Let’s see. Our choice of bookstores, a la food for the mind. You got Penn Books on the lower level, with their AC frigid blaring freezing you out before you can even reach for a book. Then you have the Book Corner on the upper level, close to your favorite Zaro’s Bakery. And now food for the body, food for food’s sake, something to eat while we dream of better days. You got your fair share of fast food—KFC, McDonald’s, Subway, Nathan’s, Pizza Hut, a slideshow of gallbladder diseases and possibly extractions.

Zaro’s, of course, where the Filipino ladies have now become your new BFFs. Sometimes you want to go where everybody knows your name.

It’s a veritable transportation hub. The gateway to the west side of Manhattan… and New Jersey, and Long Island. And Boston, Philadelphia, Washington. The gateway, in total, to the whole Eastern Seaboard.

During inclement weather, we never have to see the murky light of day. Ever.

And the public restrooms could be the perfect locale for a sponge bath.

And then, there it was, on the COVER of the Wall Street Journal. It seemed unobtrusive enough, the story of a real estate developer, one Mr. Christopher Ross. And then, three paragraphs later, the contingency plan shot to hell.

Apparently, Mr. Ross has two big real estate plans underway. One for Los Angeles, and the other for midtown Manhattan, our own fair fucking Penn Station/Madison Square Garden. The plan calls for the razing of Madison Square Garden and neighboring buildings, and the expansion of Penn Station to the current James A. Farley post office adjacent to the Garden.

What will become of our contingency plan? Where will we go if the west village and the upper west side send us on our ways? This, dear reader, remains to be seen.

Monday, September 04, 2006

New Memo from HR

Effective September 4, 2006, or Immediately: 49th Street Starbucks is dead to us. We will move weekend operations to another location post-haste. In fact, we cannot even sit in there right now. We’re so bitter.

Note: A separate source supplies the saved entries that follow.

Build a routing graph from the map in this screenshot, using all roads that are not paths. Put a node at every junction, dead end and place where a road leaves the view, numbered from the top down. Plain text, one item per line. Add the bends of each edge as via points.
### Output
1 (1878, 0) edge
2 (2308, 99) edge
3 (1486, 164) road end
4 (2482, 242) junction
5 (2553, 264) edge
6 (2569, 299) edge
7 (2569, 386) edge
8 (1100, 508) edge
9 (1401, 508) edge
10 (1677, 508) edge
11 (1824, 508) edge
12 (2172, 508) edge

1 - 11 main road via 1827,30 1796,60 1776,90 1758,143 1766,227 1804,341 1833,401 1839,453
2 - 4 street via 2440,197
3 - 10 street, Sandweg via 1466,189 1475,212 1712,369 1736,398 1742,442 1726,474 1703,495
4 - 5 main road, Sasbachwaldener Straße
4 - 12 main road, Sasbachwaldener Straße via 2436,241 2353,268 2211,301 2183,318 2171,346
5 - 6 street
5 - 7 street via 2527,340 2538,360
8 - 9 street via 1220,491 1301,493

We’re on the outdoor plaza.

Nothing like getting a caramel macchiato without any espresso in it, with not even a hint of fucking espresso, not even a drop. All milk and foam and air. Lots of air.

Nine dollars later, you have a fucking drink that my niece could have whipped up with Nestle Quick and two percent milk.

Saturday, September 02, 2006

Top ten reasons to remain a spinster

10. Spinsterhood doesn’t involve dragging your ass to Chinatown in search of a low-key middleground with yet-to-be-seen friend of a friend, of a friend of a friend, who has absolutely no common interests and washes his hands at least thirty-seven times a day.

9. Your mom always calls when she says she will.

8. Not having to admit to anyone out loud that you enjoy knitting, watching The Price Is Right, reading Us Weekly, and enacting Star Wars scenes in the woods with your dog.

7. Actually prefer the company of the dog (cat, rabbit, guinea pig, emu, insert random animal) to most humans.

6. When you get your credit card statement, you only have to explain to yourself exactly why you absolutely needed that four-hundred dollar jersey wrap dress (Diane von Furstenberg for life … and the afterlife, as Cass has decreed that she will be buried in this dress), those six-hundred dollar shoes that you wore exactly once before you skinned the leather off the right heel from a loose cobblestone, or the entire hardbound set of In Search of Lost Time, which you will never read, ever, and you ain't impressing anyone by having that shit on your bookshelves.

5. Who cares that your super has to clean out your apartment when you bite it and your sweet, devoted purebred Neapolitan bullmastiff snacks off your corpse for the next three weeks? It is better than inconveniencing a relative.

4. Books ARE your friends… and boyfriends, and girlfriends. All your friends.

3. The most loved CDs in your collection are Alanis Morissette, Ani DiFranco, Lucinda Williams, Tori Amos, Courtney Love, and Sleater-Kinney, and you do not have to apologize for this to anyone.

2. Your family craves drama, and you give it to them. At the family reunion, you can always hear whispered conversations in the periphery, always with the word “lesbian.”

1. When you get a yeast infection, you immediately know it’s only that and not syphilis, gonorrhea, chlamydia, HPV, HIV, trich, or any other nasty thing you heard about in sex ed.